- _DATASET_:
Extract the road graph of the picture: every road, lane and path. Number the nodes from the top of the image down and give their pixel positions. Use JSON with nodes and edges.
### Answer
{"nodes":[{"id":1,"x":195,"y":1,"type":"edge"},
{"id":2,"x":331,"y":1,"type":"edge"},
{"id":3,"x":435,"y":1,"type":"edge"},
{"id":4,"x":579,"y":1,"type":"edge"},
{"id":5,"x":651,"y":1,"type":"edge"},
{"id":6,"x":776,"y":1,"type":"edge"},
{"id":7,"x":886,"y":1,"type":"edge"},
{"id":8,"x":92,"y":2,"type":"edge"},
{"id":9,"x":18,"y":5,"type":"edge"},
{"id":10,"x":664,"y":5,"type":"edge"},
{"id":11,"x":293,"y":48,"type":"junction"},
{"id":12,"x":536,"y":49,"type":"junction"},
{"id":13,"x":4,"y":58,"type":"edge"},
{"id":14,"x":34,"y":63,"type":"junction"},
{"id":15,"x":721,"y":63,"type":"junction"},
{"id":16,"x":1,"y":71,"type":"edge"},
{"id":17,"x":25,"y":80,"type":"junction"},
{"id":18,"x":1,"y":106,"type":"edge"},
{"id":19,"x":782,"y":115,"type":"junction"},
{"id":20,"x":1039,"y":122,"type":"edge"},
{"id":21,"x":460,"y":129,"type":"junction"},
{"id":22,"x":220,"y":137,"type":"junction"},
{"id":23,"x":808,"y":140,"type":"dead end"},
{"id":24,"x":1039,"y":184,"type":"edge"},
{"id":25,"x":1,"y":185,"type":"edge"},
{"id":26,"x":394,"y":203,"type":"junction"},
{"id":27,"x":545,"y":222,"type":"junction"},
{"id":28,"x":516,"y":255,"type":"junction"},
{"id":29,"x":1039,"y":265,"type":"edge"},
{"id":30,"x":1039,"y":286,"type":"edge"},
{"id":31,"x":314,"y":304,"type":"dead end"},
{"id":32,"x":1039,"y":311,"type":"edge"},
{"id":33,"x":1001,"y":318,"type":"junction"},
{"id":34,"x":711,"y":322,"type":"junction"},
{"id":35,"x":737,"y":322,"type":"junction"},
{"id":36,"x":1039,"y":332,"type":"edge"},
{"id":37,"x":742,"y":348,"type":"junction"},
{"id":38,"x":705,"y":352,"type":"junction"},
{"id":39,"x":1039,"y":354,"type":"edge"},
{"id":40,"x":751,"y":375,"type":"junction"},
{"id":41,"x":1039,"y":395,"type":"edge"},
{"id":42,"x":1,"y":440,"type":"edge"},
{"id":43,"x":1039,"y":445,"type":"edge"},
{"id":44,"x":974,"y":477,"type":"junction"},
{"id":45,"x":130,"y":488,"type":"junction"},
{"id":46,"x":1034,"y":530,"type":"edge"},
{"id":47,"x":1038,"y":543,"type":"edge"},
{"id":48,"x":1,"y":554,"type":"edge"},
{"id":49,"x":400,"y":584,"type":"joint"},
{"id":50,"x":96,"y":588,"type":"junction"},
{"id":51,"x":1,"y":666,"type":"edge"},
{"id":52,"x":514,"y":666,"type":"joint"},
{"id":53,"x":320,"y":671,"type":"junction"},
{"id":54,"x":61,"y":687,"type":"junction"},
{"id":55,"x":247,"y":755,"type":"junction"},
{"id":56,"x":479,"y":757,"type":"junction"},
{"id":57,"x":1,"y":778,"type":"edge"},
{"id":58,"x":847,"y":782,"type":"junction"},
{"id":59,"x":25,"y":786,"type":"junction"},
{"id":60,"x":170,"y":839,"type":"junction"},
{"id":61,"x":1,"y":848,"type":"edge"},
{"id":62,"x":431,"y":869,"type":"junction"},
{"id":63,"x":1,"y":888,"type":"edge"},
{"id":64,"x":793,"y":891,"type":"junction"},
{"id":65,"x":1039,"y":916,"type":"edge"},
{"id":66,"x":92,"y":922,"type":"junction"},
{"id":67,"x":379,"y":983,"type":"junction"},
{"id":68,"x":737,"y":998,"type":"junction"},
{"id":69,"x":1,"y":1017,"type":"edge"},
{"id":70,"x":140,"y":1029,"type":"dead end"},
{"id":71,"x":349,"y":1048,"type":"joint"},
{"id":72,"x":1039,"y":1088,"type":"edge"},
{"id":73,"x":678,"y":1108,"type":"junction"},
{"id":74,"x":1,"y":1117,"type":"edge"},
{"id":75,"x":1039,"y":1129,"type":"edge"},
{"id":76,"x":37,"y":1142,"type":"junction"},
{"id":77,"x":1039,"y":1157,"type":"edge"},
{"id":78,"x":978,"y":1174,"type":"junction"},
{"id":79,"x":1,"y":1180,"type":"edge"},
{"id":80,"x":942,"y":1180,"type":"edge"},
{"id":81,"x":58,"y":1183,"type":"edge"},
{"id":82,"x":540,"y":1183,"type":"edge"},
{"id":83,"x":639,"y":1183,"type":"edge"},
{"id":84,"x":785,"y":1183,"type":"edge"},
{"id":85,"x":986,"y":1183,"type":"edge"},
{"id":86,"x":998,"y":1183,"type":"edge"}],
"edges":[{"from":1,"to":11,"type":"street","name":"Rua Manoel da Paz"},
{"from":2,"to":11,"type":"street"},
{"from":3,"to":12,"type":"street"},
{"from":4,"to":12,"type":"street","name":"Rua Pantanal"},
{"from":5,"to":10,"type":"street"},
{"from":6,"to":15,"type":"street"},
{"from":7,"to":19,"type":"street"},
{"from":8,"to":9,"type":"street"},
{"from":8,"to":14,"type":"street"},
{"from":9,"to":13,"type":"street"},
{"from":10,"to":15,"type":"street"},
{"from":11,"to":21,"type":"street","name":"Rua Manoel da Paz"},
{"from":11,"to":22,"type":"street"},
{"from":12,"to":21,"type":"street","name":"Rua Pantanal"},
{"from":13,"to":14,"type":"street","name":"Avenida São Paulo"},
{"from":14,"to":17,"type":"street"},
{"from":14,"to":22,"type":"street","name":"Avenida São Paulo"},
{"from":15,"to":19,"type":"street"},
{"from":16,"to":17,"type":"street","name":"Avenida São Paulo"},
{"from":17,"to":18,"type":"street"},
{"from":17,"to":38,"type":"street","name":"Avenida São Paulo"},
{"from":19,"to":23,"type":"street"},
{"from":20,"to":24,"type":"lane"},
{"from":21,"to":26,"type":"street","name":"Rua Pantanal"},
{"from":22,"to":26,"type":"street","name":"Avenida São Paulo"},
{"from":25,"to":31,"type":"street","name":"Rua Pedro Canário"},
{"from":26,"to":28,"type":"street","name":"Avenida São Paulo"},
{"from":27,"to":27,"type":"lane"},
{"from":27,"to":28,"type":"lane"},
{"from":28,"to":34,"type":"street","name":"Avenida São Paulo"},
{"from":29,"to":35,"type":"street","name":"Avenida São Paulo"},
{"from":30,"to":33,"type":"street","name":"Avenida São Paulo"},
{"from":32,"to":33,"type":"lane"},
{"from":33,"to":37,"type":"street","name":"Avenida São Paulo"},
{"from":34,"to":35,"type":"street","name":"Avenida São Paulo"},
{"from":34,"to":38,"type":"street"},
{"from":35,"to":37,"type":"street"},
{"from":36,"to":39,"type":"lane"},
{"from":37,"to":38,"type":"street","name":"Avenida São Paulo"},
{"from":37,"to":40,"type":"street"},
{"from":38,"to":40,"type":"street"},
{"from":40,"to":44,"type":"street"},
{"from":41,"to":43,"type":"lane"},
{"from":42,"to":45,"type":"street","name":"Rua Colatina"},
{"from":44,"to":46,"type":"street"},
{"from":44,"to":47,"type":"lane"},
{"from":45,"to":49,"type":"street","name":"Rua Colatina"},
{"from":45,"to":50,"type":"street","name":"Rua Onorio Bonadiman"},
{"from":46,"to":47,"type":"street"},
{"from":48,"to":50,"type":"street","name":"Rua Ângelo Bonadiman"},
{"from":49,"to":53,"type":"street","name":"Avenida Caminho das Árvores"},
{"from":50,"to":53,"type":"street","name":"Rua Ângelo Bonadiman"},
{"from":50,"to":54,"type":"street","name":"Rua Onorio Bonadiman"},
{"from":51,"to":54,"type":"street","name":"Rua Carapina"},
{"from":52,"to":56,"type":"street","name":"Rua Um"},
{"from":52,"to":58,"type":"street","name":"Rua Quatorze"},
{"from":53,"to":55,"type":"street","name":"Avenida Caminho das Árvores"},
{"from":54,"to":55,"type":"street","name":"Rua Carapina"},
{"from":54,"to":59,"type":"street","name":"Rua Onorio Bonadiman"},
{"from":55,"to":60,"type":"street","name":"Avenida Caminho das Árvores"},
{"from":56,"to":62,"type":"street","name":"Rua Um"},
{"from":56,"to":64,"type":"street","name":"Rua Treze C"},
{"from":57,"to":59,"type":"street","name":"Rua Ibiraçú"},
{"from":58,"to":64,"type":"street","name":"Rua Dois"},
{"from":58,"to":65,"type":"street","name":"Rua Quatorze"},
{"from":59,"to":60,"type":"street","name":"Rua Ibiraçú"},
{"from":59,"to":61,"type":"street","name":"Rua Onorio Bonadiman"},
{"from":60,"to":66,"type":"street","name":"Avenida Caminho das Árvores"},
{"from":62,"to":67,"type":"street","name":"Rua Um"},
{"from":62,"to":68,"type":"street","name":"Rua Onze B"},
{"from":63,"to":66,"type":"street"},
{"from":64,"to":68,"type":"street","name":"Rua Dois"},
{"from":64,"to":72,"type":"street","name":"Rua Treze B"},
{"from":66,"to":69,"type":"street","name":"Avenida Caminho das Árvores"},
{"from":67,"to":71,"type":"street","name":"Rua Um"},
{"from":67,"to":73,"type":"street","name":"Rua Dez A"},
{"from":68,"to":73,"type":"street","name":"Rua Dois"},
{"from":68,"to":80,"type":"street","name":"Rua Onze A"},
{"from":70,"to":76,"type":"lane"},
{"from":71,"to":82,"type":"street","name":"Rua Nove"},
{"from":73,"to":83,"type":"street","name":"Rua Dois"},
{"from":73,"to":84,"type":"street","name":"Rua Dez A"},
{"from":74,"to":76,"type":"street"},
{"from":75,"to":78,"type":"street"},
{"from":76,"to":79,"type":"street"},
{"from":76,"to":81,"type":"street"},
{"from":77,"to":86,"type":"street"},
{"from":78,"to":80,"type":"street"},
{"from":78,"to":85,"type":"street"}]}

- _WORK REQUEST_:
Search the entries for the string "Ibiraçú". Copy every line that has it.

- _SOLUTION TO THIS EXERCISE_:
{"from":57,"to":59,"type":"street","name":"Rua Ibiraçú"},
{"from":59,"to":60,"type":"street","name":"Rua Ibiraçú"},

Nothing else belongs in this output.